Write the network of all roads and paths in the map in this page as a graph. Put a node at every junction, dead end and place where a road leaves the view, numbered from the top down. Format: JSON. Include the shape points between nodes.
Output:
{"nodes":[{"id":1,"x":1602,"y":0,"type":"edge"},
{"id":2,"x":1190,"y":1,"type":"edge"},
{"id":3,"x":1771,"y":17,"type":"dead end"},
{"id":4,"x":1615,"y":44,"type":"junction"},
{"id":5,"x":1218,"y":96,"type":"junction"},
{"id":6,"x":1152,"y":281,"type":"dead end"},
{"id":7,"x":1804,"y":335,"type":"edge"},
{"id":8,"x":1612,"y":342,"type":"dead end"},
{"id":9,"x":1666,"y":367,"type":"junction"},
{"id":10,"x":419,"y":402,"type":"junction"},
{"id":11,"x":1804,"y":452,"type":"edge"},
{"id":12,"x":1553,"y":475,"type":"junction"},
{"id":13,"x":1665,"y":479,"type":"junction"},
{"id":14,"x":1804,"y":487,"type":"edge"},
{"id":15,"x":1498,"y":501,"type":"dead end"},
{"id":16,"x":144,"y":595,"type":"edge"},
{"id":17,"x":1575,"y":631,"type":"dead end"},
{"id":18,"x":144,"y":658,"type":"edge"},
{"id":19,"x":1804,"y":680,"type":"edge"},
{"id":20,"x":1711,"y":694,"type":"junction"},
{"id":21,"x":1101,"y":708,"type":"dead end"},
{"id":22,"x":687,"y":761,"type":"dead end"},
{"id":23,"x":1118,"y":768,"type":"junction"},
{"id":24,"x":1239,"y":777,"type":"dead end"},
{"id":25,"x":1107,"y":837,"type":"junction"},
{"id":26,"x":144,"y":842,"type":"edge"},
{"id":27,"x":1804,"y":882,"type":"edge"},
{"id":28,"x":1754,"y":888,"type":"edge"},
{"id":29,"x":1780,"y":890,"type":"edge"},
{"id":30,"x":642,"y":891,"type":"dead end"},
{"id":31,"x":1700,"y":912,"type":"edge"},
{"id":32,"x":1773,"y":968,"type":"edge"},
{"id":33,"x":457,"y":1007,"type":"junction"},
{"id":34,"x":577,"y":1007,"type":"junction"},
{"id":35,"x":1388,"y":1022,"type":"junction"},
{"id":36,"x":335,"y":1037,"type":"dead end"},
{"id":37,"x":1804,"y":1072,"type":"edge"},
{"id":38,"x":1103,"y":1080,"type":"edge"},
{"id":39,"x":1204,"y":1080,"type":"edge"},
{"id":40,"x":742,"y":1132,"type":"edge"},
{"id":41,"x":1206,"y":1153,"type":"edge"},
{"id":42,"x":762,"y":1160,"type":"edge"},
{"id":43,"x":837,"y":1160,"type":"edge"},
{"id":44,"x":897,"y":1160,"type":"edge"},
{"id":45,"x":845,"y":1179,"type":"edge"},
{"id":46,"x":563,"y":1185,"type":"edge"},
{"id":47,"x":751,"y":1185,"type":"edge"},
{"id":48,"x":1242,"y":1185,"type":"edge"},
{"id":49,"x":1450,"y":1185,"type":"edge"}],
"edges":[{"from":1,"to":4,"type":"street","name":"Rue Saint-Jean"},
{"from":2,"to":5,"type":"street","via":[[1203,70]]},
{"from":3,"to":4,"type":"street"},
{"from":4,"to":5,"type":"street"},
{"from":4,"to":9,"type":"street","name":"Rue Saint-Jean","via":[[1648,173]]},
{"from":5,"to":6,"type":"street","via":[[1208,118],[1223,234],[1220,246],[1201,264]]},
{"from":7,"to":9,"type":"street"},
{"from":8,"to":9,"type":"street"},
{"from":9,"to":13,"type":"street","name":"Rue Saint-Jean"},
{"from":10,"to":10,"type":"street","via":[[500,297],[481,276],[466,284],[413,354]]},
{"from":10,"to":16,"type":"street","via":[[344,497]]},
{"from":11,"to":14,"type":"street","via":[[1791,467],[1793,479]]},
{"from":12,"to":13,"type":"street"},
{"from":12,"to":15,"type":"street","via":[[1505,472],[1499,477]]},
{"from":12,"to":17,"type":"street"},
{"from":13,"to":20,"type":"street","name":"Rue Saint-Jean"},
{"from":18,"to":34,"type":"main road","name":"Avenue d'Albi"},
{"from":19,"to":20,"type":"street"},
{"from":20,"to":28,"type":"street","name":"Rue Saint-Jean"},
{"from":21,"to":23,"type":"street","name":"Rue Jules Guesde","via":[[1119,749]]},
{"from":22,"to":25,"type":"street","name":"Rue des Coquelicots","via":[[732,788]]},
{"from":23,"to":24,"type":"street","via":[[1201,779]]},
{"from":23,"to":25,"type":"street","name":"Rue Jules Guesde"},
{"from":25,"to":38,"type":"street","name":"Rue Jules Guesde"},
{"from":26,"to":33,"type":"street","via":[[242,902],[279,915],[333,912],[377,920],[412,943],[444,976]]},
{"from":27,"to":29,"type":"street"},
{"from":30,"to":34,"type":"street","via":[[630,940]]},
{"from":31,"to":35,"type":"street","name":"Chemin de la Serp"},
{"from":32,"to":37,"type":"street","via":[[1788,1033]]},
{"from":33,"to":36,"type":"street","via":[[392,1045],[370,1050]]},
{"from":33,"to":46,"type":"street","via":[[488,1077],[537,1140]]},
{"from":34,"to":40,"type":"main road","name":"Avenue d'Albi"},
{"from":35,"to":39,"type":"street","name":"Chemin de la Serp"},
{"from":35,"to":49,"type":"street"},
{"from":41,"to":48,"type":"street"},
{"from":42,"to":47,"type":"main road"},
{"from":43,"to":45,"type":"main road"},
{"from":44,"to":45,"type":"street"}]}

* * *

Pick each line holding the word "Saint" out of the listing.

"edges":[{"from":1,"to":4,"type":"street","name":"Rue Saint-Jean"},
{"from":4,"to":9,"type":"street","name":"Rue Saint-Jean","via":[[1648,173]]},
{"from":9,"to":13,"type":"street","name":"Rue Saint-Jean"},
{"from":13,"to":20,"type":"street","name":"Rue Saint-Jean"},
{"from":20,"to":28,"type":"street","name":"Rue Saint-Jean"},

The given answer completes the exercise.